Review of attachment 8976283 [details] [diff] [review]:
-----------------------------------------------------------------

thanks. Can you put up a patch that I can apply? :) (this patch has windows line endings)
Attachment #8976283 - Flags: review?(franziskuskiefer) → review+
Comment on attachment 8976284 [details] [diff] [review]
nspr.patch

Review of attachment 8976284 [details] [diff] [review]:
-----------------------------------------------------------------

lgtm
Attachment #8976284 - Flags: review?(franziskuskiefer) → review+
(In reply to Tom Ritter [:tjr] from comment #31)
> Franziskus - I will want to uplift these to esr60; what is the process for
> doing that with NSS/NSPR?

Well that's a little difficult. We'd have to make new point releases for NSS and NSPR. There are currently no plans for an NSS 3.36.2 release and I don't know if we can require a new NSPR version for an NSS point release. So I'm not sure if this going to happen. Kai, what do you think?
Flags: needinfo?(kaie)
Assignee

Comment 35

Last year
Posted patch nss.patch (obsolete) — Splinter Review
I'm not sure why one had Windows line endings and the other didn't, but maybe this will work...?
Attachment #8976283 - Attachment is obsolete: true
Attachment #8976530 - Flags: review?(franziskuskiefer)
Attachment #8976530 - Flags: review?(franziskuskiefer) → review+
IIUC this fix is only required for the Windows environment.

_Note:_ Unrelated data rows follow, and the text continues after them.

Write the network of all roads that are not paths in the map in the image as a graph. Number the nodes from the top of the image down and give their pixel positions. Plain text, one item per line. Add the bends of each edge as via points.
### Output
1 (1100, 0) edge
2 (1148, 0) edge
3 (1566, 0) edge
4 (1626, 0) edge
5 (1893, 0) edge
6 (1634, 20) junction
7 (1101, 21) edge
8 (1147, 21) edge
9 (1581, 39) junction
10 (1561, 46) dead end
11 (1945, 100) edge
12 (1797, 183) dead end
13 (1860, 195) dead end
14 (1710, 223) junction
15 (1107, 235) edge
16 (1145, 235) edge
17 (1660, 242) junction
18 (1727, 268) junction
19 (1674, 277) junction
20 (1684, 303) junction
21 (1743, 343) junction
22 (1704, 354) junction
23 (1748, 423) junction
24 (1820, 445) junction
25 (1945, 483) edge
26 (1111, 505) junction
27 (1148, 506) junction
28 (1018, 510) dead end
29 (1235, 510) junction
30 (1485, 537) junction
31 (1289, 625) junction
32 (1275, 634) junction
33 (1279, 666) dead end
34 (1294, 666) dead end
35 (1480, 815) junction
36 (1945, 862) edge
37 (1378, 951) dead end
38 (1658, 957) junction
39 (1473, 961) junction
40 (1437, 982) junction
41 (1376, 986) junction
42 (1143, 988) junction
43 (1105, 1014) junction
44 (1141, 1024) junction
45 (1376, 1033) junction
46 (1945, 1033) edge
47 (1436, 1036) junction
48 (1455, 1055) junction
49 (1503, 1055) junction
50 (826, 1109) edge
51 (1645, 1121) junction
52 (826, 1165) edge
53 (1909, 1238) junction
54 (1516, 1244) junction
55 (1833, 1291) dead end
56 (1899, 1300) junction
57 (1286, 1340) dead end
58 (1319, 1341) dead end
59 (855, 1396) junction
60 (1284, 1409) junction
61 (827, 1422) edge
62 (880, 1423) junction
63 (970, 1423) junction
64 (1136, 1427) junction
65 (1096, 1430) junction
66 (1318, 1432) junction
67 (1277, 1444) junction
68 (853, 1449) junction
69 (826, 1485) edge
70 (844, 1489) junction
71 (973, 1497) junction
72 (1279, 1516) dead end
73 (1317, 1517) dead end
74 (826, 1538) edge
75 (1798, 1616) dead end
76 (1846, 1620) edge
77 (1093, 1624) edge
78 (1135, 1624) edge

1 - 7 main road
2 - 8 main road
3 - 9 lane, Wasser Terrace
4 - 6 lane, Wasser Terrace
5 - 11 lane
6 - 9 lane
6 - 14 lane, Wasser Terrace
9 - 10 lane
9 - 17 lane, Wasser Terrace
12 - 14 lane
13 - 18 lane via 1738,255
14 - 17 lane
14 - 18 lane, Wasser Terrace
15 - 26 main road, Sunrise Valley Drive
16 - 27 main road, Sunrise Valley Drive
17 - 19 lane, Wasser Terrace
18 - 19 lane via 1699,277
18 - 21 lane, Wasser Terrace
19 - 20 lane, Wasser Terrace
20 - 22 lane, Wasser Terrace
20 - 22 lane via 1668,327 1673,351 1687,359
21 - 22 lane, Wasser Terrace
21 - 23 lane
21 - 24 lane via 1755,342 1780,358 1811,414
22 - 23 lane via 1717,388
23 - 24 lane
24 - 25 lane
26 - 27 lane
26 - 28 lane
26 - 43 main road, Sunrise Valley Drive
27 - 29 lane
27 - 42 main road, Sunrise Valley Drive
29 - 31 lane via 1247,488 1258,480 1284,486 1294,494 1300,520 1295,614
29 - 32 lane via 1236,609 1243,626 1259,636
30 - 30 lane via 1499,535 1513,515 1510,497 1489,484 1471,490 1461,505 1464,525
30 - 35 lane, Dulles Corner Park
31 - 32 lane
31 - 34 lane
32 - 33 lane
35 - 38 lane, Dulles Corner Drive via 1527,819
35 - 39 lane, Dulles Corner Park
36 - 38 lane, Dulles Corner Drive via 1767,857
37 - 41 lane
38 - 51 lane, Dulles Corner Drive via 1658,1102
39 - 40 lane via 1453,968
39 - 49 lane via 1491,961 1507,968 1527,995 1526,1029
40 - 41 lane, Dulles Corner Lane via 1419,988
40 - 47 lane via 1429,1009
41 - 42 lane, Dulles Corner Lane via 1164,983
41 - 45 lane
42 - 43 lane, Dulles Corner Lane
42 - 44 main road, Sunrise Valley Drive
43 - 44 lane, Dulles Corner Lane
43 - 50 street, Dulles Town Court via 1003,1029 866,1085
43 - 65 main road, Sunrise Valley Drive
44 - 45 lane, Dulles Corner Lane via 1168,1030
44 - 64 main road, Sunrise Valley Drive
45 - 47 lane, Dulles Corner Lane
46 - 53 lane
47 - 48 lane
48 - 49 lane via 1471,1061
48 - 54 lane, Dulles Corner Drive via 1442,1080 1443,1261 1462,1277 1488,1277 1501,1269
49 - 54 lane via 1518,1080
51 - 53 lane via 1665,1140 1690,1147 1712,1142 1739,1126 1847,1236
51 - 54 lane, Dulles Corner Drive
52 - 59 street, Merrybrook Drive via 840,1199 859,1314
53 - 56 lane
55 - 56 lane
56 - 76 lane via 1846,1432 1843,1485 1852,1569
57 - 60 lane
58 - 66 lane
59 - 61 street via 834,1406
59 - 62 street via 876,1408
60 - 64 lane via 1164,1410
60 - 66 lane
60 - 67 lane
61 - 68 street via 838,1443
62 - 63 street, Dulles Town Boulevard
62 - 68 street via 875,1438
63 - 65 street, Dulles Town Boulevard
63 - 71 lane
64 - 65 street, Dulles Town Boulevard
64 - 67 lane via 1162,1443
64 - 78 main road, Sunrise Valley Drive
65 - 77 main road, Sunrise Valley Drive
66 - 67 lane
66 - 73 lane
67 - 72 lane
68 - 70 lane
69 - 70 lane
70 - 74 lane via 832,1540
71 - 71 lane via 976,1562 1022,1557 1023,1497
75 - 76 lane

The version dependency chain is tricky. If we change NSS on a stable branch on all platforms to require a new NSPR function, and if any packager fails to increase the version dependency on the NSPR package, things break. We had this happen in the past, when we changed NSS to use PR_GetEnvSecure instead of getenv.

Because you're changing nss/lib/base/error.c I suspect that the effect won't be limited to nssckbi, but will affect all NSS libs, which would then all require the newer NSPR version with the new symbol.

Could we limit the use of this new API to the platform that requires it? Could the error_once_function contain an #idef that uses the new API on mingw, only, and keeps using the old API on all other environments?

Are nspr/nss ever packaged separately from the application with mingw builds? If in all mingw builds the application is always bundled together with the nspr/nss libraries, then you have full control, and could use a local patch in your application to fix this, because you don't depend on external nspr/nss packages to contain this fix.

Is this correct? If yes, it would avoid a lot of work, because we wouldn't have to work on the uplifting to older branches.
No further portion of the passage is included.